For too long, I have been in the dark about feta. When I lived in Astoria, I frequented Greek markets for basic pantry goods, like big tins of deeply green extra virgin olive oil made from Kalamata olives, Greek yogurt, and salted anchovies. I bought feta occasionally, but was always as perplexed as I was enticed by the selection.

Feta is traditionally made by heating sheep’s milk and adding rennet (an enzyme that coagulates the milk) to separate the curds, then drained in cloth until firm. The cheese is salted, sliced (feta means “slice”), and brined in large wooden barrels for a few months (which imparts the characteristically salty, almost pickled quality). Non-Greek Americans love feta, but know it simply as the stuff crumbled over Greek salad. But feta has been made for thousands of years—it allegedly shows up in The Odyssey—and is produced in almost every region of Greece, as well as in Turkey, Bulgaria, Romania, Israel, France, and the US. Passionate debates over the best feta often settle on a Bulgaria-Greece contest.
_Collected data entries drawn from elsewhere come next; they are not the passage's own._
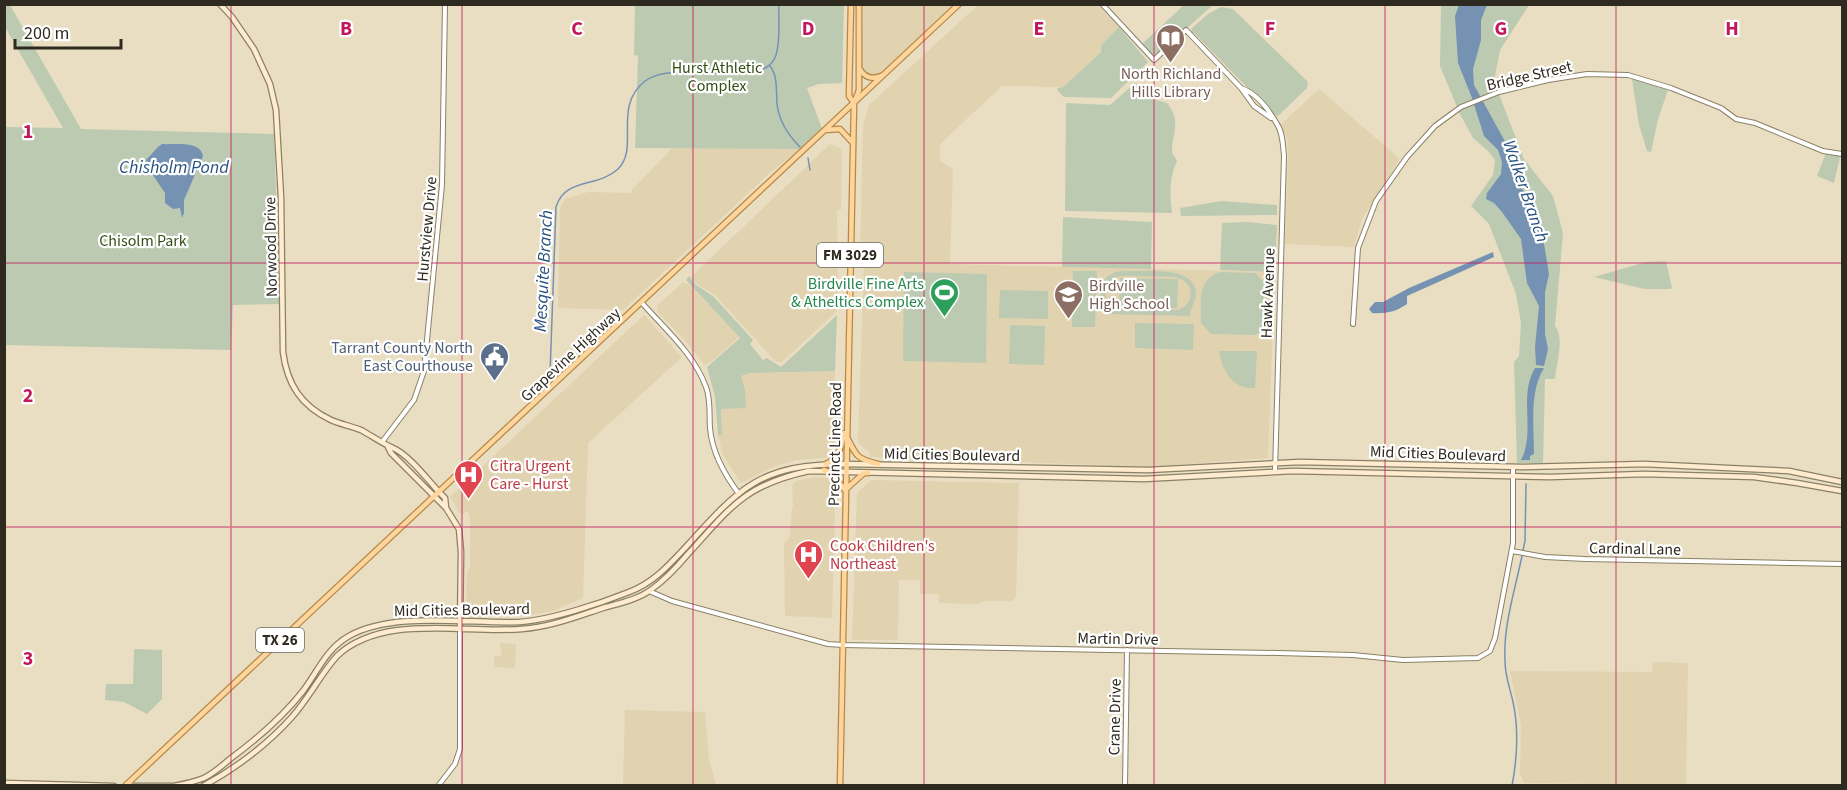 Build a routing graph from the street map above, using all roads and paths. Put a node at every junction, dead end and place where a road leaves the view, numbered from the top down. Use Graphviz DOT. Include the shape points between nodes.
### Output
graph roads {
  1 [pos="220,4"];
  2 [pos="444,4"];
  3 [pos="959,4"];
  4 [pos="1102,4"];
  5 [pos="855,7"];
  6 [pos="859,35"];
  7 [pos="859,68"];
  8 [pos="886,73"];
  9 [pos="854,103"];
  10 [pos="825,130"];
  11 [pos="853,142"];
  12 [pos="1842,154"];
  13 [pos="642,303"];
  14 [pos="1353,324"];
  15 [pos="847,428"];
  16 [pos="847,436"];
  17 [pos="382,442"];
  18 [pos="1274,463"];
  19 [pos="826,464"];
  20 [pos="846,464"];
  21 [pos="878,464"];
  22 [pos="802,466"];
  23 [pos="949,466"];
  24 [pos="956,466"];
  25 [pos="1513,467"];
  26 [pos="1061,468"];
  27 [pos="824,470"];
  28 [pos="1157,470"];
  29 [pos="846,471"];
  30 [pos="868,472"];
  31 [pos="1275,472"];
  32 [pos="951,475"];
  33 [pos="787,476"];
  34 [pos="1513,476"];
  35 [pos="1068,478"];
  36 [pos="1158,479"];
  37 [pos="1842,482"];
  38 [pos="845,490"];
  39 [pos="1842,491"];
  40 [pos="738,492"];
  41 [pos="437,494"];
  42 [pos="742,498"];
  43 [pos="1512,551"];
  44 [pos="1842,564"];
  45 [pos="665,569"];
  46 [pos="649,591"];
  47 [pos="535,620"];
  48 [pos="408,622"];
  49 [pos="460,622"];
  50 [pos="536,628"];
  51 [pos="408,629"];
  52 [pos="460,630"];
  53 [pos="843,645"];
  54 [pos="336,646"];
  55 [pos="1127,650"];
  56 [pos="342,652"];
  57 [pos="4,783"];
  58 [pos="114,786"];
  59 [pos="126,786"];
  60 [pos="173,786"];
  61 [pos="203,786"];
  62 [pos="438,786"];
  63 [pos="840,786"];
  64 [pos="1125,786"];
  1 -- 17 [label="main road, Norwood Drive" via="258,55 276,110 282,344 289,381 312,408"];
  2 -- 17 [label="street, Hurstview Drive" via="442,177 424,371 414,400"];
  3 -- 8 [label="main road, Grapevine Highway / TX 26"];
  4 -- 18 [label="street, Hawk Avenue" via="1154,60 1186,30 1277,123 1284,156"];
  5 -- 6 [label="main road, Precinct Line Road / FM 3029"];
  5 -- 6 [label="main road"];
  5 -- 9 [label="main road, Precinct Line Road / FM 3029" via="849,96"];
  6 -- 7 [label="main road, Precinct Line Road / FM 3029"];
  7 -- 8 [label="main road" via="865,76 873,78"];
  7 -- 9 [label="main road, Precinct Line Road / FM 3029" via="859,90"];
  8 -- 9 [label="main road, Grapevine Highway / TX 26"];
  9 -- 10 [label="main road, Grapevine Highway / TX 26"];
  9 -- 11 [label="main road, Precinct Line Road / FM 3029"];
  10 -- 11 [label="main road" via="840,129"];
  10 -- 13 [label="main road, Grapevine Highway / TX 26"];
  11 -- 15 [label="main road, Precinct Line Road / FM 3029"];
  12 -- 14 [label="street, Bridge Street" via="1822,151 1736,119 1721,108 1671,88 1629,75 1606,73 1558,79 1492,95 1464,106 1435,126 1376,201 1358,248"];
  13 -- 40 [label="street" via="699,371 709,396 716,456"];
  13 -- 41 [label="main road, Grapevine Highway / TX 26"];
  15 -- 16 [label="main road, Precinct Line Road / FM 3029"];
  15 -- 19 [label="main road" via="840,452"];
  16 -- 20 [label="main road, Precinct Line Road / FM 3029"];
  16 -- 21 [label="main road" via="855,455"];
  17 -- 41 [label="main road, Norwood Drive"];
  18 -- 25 [label="main road, Mid Cities Boulevard"];
  18 -- 28 [label="main road, Mid Cities Boulevard"];
  18 -- 31 [label="street, Hawk Avenue"];
  19 -- 20 [label="main road, Mid Cities Boulevard"];
  19 -- 22 [label="main road, Mid Cities Boulevard"];
  20 -- 21 [label="main road, Mid Cities Boulevard"];
  20 -- 29 [label="main road, Precinct Line Road / FM 3029"];
  21 -- 23 [label="main road, Mid Cities Boulevard"];
  22 -- 33 [label="main road"];
  22 -- 40 [label="main road, Mid Cities Boulevard" via="762,478"];
  23 -- 24 [label="main road, Mid Cities Boulevard"];
  23 -- 32 [label="main road"];
  24 -- 26 [label="main road, Mid Cities Boulevard"];
  24 -- 32 [label="main road"];
  25 -- 34 [label="street"];
  25 -- 37 [label="main road, Mid Cities Boulevard" via="1728,467 1789,471"];
  26 -- 28 [label="main road, Mid Cities Boulevard"];
  26 -- 35 [label="main road"];
  27 -- 29 [label="main road, Mid Cities Boulevard"];
  27 -- 33 [label="main road, Mid Cities Boulevard"];
  27 -- 38 [label="main road"];
  28 -- 36 [label="main road"];
  29 -- 30 [label="main road, Mid Cities Boulevard"];
  29 -- 38 [label="main road, Precinct Line Road / FM 3029"];
  30 -- 32 [label="main road, Mid Cities Boulevard"];
  30 -- 38 [label="main road"];
  31 -- 34 [label="main road, Mid Cities Boulevard"];
  31 -- 36 [label="main road, Mid Cities Boulevard"];
  32 -- 35 [label="main road, Mid Cities Boulevard"];
  33 -- 42 [label="main road, Mid Cities Boulevard"];
  34 -- 39 [label="main road, Mid Cities Boulevard" via="1754,477"];
  34 -- 43 [label="street"];
  35 -- 36 [label="main road, Mid Cities Boulevard"];
  38 -- 53 [label="main road, Precinct Line Road / FM 3029"];
  40 -- 42 [label="street"];
  40 -- 45 [label="main road, Mid Cities Boulevard"];
  41 -- 49 [label="main road" via="460,535"];
  41 -- 59 [label="main road, Grapevine Highway / TX 26"];
  42 -- 46 [label="main road, Mid Cities Boulevard"];
  43 -- 44 [label="street, Cardinal Lane" via="1585,559"];
  43 -- 55 [label="street, Martin Drive" via="1495,638 1490,651 1478,657 1403,660 1353,655"];
  45 -- 46 [label="main road"];
  45 -- 47 [label="main road, Mid Cities Boulevard" via="627,593"];
  46 -- 50 [label="main road, Mid Cities Boulevard"];
  46 -- 53 [label="street, Martin Drive" via="672,601"];
  47 -- 49 [label="main road, Mid Cities Boulevard"];
  47 -- 50 [label="main road"];
  48 -- 49 [label="main road, Mid Cities Boulevard"];
  48 -- 51 [label="main road"];
  48 -- 54 [label="main road, Mid Cities Boulevard" via="388,622 362,630"];
  49 -- 52 [label="main road"];
  50 -- 52 [label="main road, Mid Cities Boulevard"];
  51 -- 52 [label="main road, Mid Cities Boulevard"];
  51 -- 56 [label="main road, Mid Cities Boulevard" via="376,633"];
  52 -- 62 [label="street" via="460,749 455,764"];
  53 -- 55 [label="street, Martin Drive"];
  53 -- 63 [label="main road, Precinct Line Road / FM 3029"];
  54 -- 56 [label="main road"];
  54 -- 60 [label="main road, Mid Cities Boulevard" via="269,729 211,774"];
  55 -- 64 [label="street, Crane Drive"];
  56 -- 61 [label="main road, Mid Cities Boulevard" via="274,735"];
  57 -- 58 [label="main road"];
  59 -- 60 [label="main road, Mid Cities Boulevard"];
}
Considering that Diaspora, it’s not surprising that Greek markets often have about ten different fetas displayed. Recently, I picked the brain of Nikos Panos, who manages the deli counter at one of my favorite markets, Titan in Astoria. There were no Bulgarian fetas to be found, and Nikos opined that they used to be better. “Better than Greek?” I asked, knowing this would be a scandalous statement. “No, no—better than now,” he clarified. Goat’s milk is a fairly common variation on traditional sheep’s milk feta. Extending samples on the edge of his long knife, Nikos offered tastes of a goat’s milk variety (feta Gidas) and a delicious blend of sheep and goat (Kalathaki), which was dense but creamy. He explained that sheep’s milk has more fat and therefore tastes better, though some people, as he put it, “don’t want it, but really, they do.”
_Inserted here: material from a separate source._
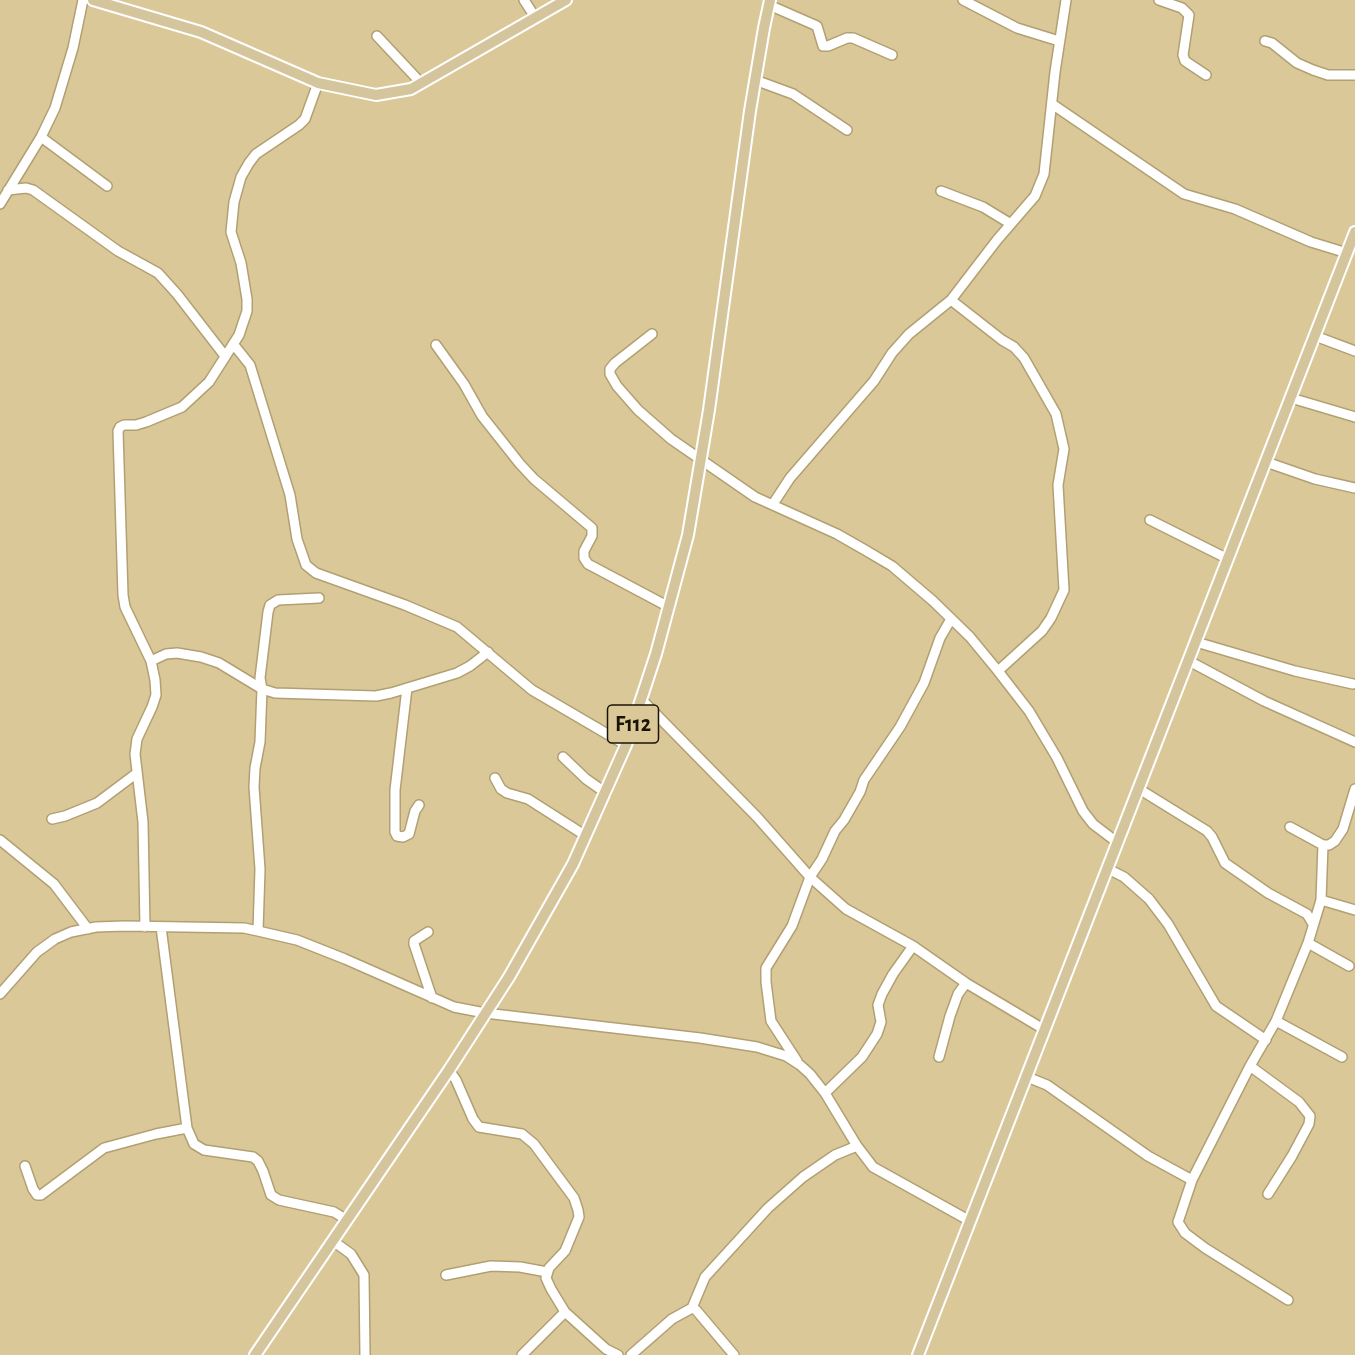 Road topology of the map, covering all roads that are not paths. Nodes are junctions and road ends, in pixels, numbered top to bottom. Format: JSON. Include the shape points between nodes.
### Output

My favorite of the day, Dodonis, at $6.99 a pound, was also the most expensive. It was sheep’s milk and less crumbly than some others, and though salty, it somehow had more of a tangy “cheese” flavor. Nikos’ favorite is Arahova—quite salty and crumbly. He told me to drizzle olive oil over it with a pinch of oregano or, in the summer, eat it with watermelon, which is traditional too. I was intrigued. He teased me, saying, “You can put it with something sweet, too, you know.”